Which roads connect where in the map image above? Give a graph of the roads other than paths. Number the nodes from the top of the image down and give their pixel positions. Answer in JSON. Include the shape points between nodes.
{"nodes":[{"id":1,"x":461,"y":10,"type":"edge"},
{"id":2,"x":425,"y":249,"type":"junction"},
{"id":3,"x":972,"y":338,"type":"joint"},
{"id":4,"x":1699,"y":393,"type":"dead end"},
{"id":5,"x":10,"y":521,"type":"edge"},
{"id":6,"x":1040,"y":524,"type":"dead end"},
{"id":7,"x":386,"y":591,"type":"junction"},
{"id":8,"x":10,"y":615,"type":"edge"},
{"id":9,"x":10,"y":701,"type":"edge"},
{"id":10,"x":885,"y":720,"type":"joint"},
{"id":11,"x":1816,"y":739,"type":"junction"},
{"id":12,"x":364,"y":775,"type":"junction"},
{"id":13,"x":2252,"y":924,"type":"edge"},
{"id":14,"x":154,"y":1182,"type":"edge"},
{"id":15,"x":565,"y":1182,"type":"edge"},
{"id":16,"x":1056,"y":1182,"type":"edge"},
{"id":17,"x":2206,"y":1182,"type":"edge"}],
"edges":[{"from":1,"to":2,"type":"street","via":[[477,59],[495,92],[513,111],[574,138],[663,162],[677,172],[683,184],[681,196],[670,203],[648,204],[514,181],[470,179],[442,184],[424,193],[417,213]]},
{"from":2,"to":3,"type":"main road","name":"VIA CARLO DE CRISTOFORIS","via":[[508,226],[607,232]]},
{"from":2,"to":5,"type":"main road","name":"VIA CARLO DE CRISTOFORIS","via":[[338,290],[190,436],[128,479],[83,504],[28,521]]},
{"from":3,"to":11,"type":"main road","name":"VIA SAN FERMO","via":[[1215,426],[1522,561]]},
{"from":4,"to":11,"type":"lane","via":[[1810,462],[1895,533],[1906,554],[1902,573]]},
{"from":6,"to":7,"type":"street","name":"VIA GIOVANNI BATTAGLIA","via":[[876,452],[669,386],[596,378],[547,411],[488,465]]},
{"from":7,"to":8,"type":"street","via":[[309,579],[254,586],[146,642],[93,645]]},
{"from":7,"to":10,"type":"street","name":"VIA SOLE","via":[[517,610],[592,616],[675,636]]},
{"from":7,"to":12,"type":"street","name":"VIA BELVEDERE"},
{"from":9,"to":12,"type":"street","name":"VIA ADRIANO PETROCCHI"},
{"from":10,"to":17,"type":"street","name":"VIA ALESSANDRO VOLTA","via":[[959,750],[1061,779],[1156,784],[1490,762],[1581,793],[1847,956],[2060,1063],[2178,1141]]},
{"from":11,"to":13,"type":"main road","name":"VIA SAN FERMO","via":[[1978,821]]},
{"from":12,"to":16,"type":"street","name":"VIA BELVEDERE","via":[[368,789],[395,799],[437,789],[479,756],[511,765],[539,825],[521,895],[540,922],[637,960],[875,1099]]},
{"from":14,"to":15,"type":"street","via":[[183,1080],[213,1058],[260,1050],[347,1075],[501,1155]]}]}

-*-

Find out how many lines of the listing above include the word "CARLO", and give that number alone.

2